А вот еще одна очень характерная для Сореля мысль, пришедшаяся Ленину ко двору: «Можно сказать, что великая опасность, угрожающая синдикализму, будет таиться в любой попытке имитировать демократию; для него лучше уметь удовольствоваться в продолжение некоторого времени слабыми и хаотичными организациями, чем пасть под ударом профсоюзов, копирующих политические формы, существовавшие при буржуазном строе»[205]. А вот что мы читаем в большой речи Ленина на Всероссийском съезде Советов народного хозяйства, прошедшем в мае 1918 года в Москве: «Существует мелкобуржуазная тенденция превращения членов Советов в „парламентариев” или, с другой стороны, в бюрократов. Нужно бороться с этим»[206].

Впрочем, в плане интеллектуальном эти два человека не схожи. Мышление г-на Сореля, несмотря на противоречивость и непоследовательность, несомненно, интереснее, оригинальнее и не так однозначно. Возможно, оттого, что он обладает большой эрудицией. Правда, он порой упражняется в том же, что и Ленин, а именно: клеймит «буржуазную науку». Однако задача эта весьма неблагодарная для литератора, который на каждой странице по два-три раза обращается к источникам, 90% которых вовсе не социалистические труды. Ленину гораздо лучше удается поносить капиталистическую науку: в своих политических трудах он почти не цитирует других. А если и цитирует, то для того, чтобы заявить (да не услышит меня г-н Сорель!), что Бергсон — буржуа и «клерикал».

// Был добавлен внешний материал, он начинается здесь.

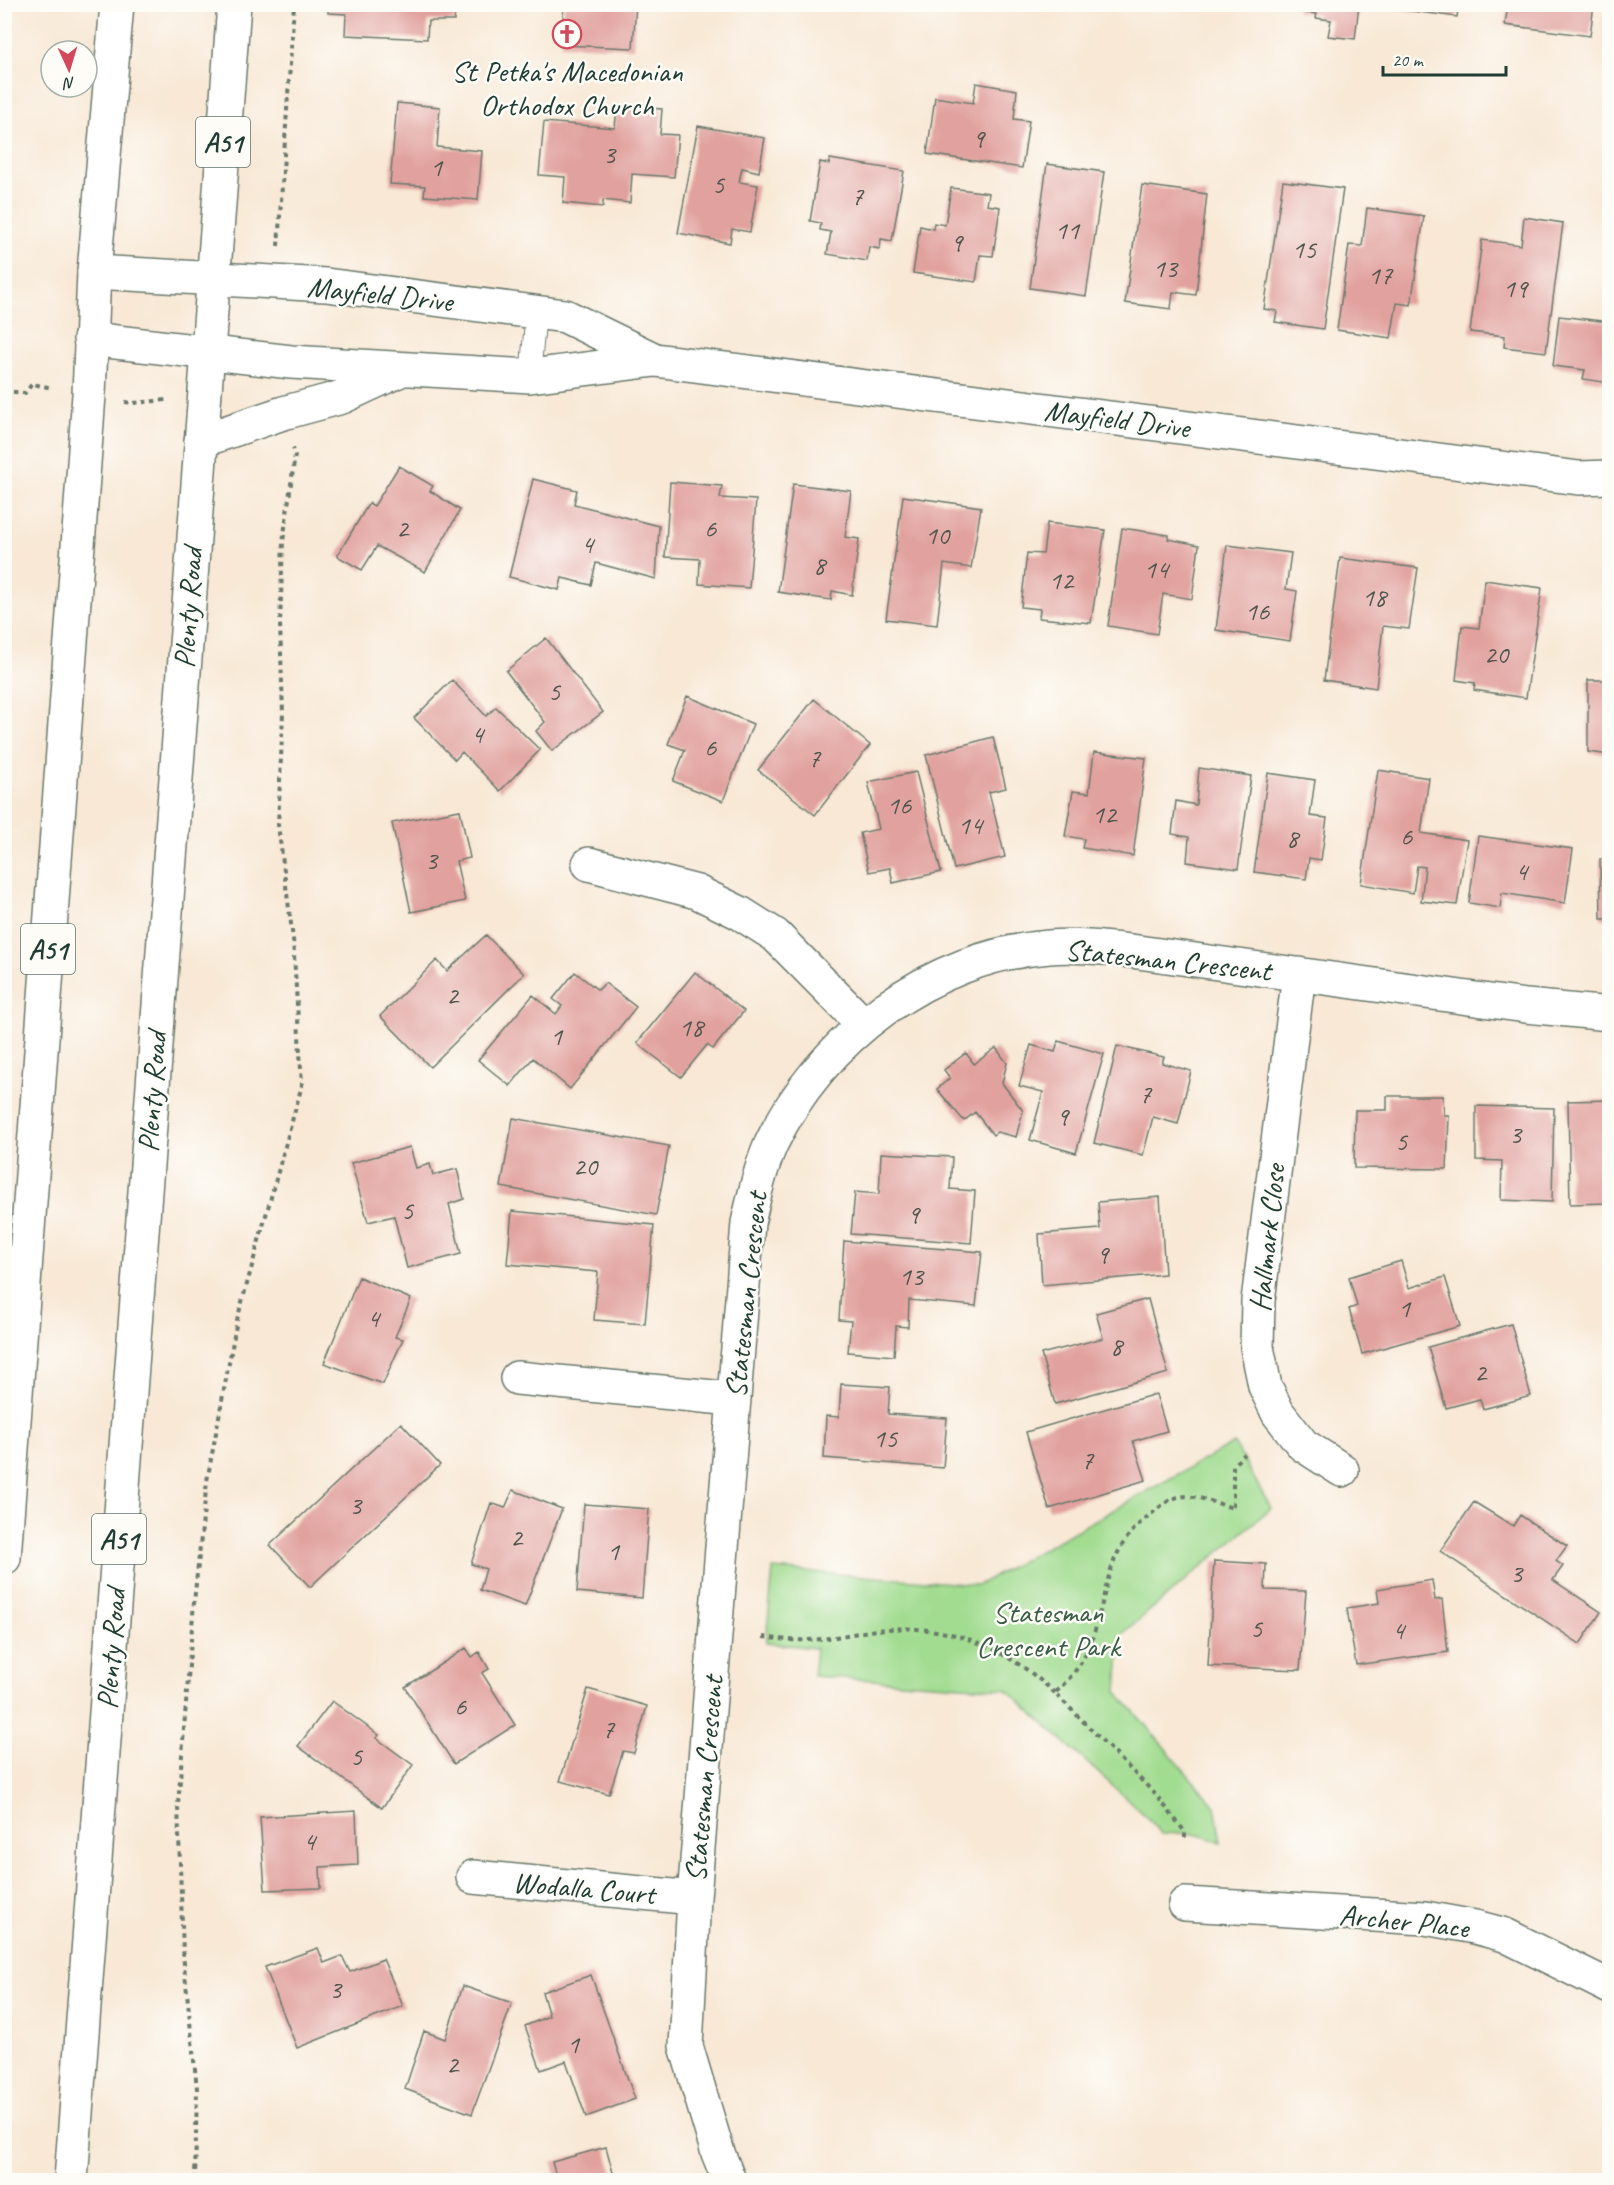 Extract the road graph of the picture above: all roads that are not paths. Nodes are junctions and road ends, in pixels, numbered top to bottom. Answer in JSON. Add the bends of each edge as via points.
{"nodes":[{"id":1,"x":117,"y":4,"type":"edge"},
{"id":2,"x":234,"y":4,"type":"edge"},
{"id":3,"x":94,"y":272,"type":"junction"},
{"id":4,"x":212,"y":280,"type":"junction"},
{"id":5,"x":536,"y":312,"type":"junction"},
{"id":6,"x":90,"y":339,"type":"junction"},
{"id":7,"x":208,"y":352,"type":"junction"},
{"id":8,"x":655,"y":360,"type":"junction"},
{"id":9,"x":402,"y":370,"type":"junction"},
{"id":10,"x":530,"y":376,"type":"junction"},
{"id":11,"x":201,"y":441,"type":"junction"},
{"id":12,"x":1599,"y":481,"type":"edge"},
{"id":13,"x":589,"y":864,"type":"dead end"},
{"id":14,"x":1299,"y":974,"type":"junction"},
{"id":15,"x":1610,"y":1014,"type":"edge"},
{"id":16,"x":864,"y":1025,"type":"junction"},
{"id":17,"x":517,"y":1378,"type":"dead end"},
{"id":18,"x":734,"y":1399,"type":"junction"},
{"id":19,"x":1342,"y":1470,"type":"dead end"},
{"id":20,"x":4,"y":1558,"type":"edge"},
{"id":21,"x":473,"y":1877,"type":"dead end"},
{"id":22,"x":694,"y":1898,"type":"junction"},
{"id":23,"x":1185,"y":1904,"type":"dead end"},
{"id":24,"x":1610,"y":1987,"type":"edge"},
{"id":25,"x":71,"y":2181,"type":"edge"},
{"id":26,"x":729,"y":2181,"type":"edge"}],
"edges":[{"from":1,"to":3,"type":"main road","number":"A51"},
{"from":2,"to":4,"type":"main road","name":"Plenty Road","number":"A51"},
{"from":3,"to":4,"type":"main road","name":"Mayfield Drive"},
{"from":3,"to":6,"type":"main road","number":"A51"},
{"from":4,"to":5,"type":"main road","name":"Mayfield Drive","via":[[326,285]]},
{"from":4,"to":7,"type":"main road","name":"Plenty Road","number":"A51"},
{"from":5,"to":8,"type":"main road","name":"Mayfield Drive","via":[[565,316]]},
{"from":5,"to":10,"type":"lane"},
{"from":6,"to":7,"type":"main road","name":"Mayfield Drive"},
{"from":6,"to":20,"type":"main road","number":"A51"},
{"from":7,"to":9,"type":"main road","name":"Mayfield Drive"},
{"from":7,"to":11,"type":"main road","name":"Plenty Road","number":"A51"},
{"from":8,"to":10,"type":"main road","name":"Mayfield Drive"},
{"from":8,"to":12,"type":"main road","name":"Mayfield Drive"},
{"from":9,"to":10,"type":"main road","name":"Mayfield Drive"},
{"from":9,"to":11,"type":"main road","via":[[342,397]]},
{"from":11,"to":25,"type":"main road","name":"Plenty Road","number":"A51"},
{"from":13,"to":16,"type":"main road","via":[[697,892],[740,913],[775,935]]},
{"from":14,"to":15,"type":"main road","name":"Statesman Crescent"},
{"from":14,"to":16,"type":"main road","name":"Statesman Crescent","via":[[1121,950],[1047,947],[964,966],[920,985]]},
{"from":14,"to":19,"type":"main road","name":"Hallmark Close","via":[[1258,1301],[1257,1347],[1265,1386],[1278,1413],[1303,1444]]},
{"from":16,"to":18,"type":"main road","name":"Statesman Crescent","via":[[822,1066],[791,1107],[770,1146],[748,1223]]},
{"from":17,"to":18,"type":"main road"},
{"from":18,"to":22,"type":"main road","name":"Statesman Crescent"},
{"from":21,"to":22,"type":"main road","name":"Wodalla Court"},
{"from":22,"to":26,"type":"main road","name":"Statesman Crescent","via":[[686,2046]]},
{"from":23,"to":24,"type":"main road","name":"Archer Place","via":[[1425,1918],[1475,1927],[1505,1935]]}]}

Что до практических дел русских большевиков, то оценку им можно почерпнуть во фрагменте, правда, несколько великоватом, из книги все того же Сореля:

«Я привлек внимание к опасности, которую представляют для будущего цивилизации революции, имеющие место в эру экономического упадка; все марксисты, кажется, не отдают себе отчета в том, что думал по этому поводу Маркс. Он считал, что великой катастрофе будет предшествовать великий экономический кризис, однако не следует смешивать кризисы, о которых ведет речь Маркс, и полный экономический крах: кризисы представлялись ему итогом слишком смелой производственной авантюры, создавшей непропорционально развитые производительные силы, не поддающиеся методам регулирования, которыми владел в ту пору капиталистический строй. Такая авантюра предполагает, что будущее увиделось открытым самым могущественным предприятиям и что понятие экономического прогресса довлело надо всем остальным в ту или иную эпоху. Для того, чтобы средние классы, которые еще способны найти при капиталистическом строе условия для существования, могли присоединиться к пролетариату, нужно, чтобы производство в будущем было способно показаться им столь же заманчивым, как когда-то завоевание Америки — английским крестьянам, покинувшим старую Европу и пустившимся в полный приключений путь».

Следовательно, вопрос ставится так: являет ли современная Европа (без России), со своими долгами в сотни миллиардов, со своими сожженными городами, со своими истощившимися запасами, со своими потопленными флотами, со своей молодежью, покалеченной или просто оставшейся лежать на поле брани, — так вот, являет ли она в этот выбранный Лениным исторический момент заманчивый экономический облик, о котором пишет в своих «Размышлениях о насилии» Сорель?